Saved data entries
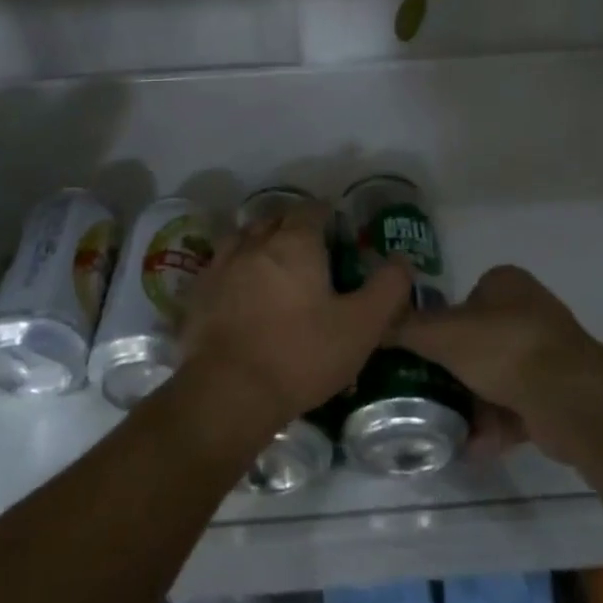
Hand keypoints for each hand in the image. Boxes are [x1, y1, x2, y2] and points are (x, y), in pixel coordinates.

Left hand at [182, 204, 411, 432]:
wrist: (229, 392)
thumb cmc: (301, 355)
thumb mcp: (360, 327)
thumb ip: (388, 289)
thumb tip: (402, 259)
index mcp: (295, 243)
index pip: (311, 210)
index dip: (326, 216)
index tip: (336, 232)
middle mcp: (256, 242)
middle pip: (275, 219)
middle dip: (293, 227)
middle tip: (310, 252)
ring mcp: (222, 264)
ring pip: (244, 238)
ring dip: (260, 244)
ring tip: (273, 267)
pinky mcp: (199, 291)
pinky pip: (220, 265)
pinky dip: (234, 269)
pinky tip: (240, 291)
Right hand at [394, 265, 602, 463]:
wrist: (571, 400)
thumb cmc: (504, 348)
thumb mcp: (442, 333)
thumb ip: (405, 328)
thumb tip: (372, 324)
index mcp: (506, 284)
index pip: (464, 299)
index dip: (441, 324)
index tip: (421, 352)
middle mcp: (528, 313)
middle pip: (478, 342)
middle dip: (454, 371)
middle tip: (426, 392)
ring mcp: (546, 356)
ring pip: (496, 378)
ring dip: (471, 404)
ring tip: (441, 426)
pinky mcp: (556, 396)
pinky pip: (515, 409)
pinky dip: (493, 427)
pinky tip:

- **Your goal**
Taking the records above, retype every line from the one with "index pip: (311, 210)" down to the one with "pinky dip: (234, 269)", exactly and with nothing else.

- **Expected answer**
index pip: (311, 210)
index dip: (326, 216)
index tip: (336, 232)
middle mcp: (256, 242)
middle pip: (275, 219)
middle dip: (293, 227)
middle tip: (310, 252)
ring mcp: (222, 264)
ring pip: (244, 238)
ring dip: (260, 244)
ring tip: (273, 267)
pinky mcp: (199, 291)
pinky pip: (220, 265)
pinky dip: (234, 269)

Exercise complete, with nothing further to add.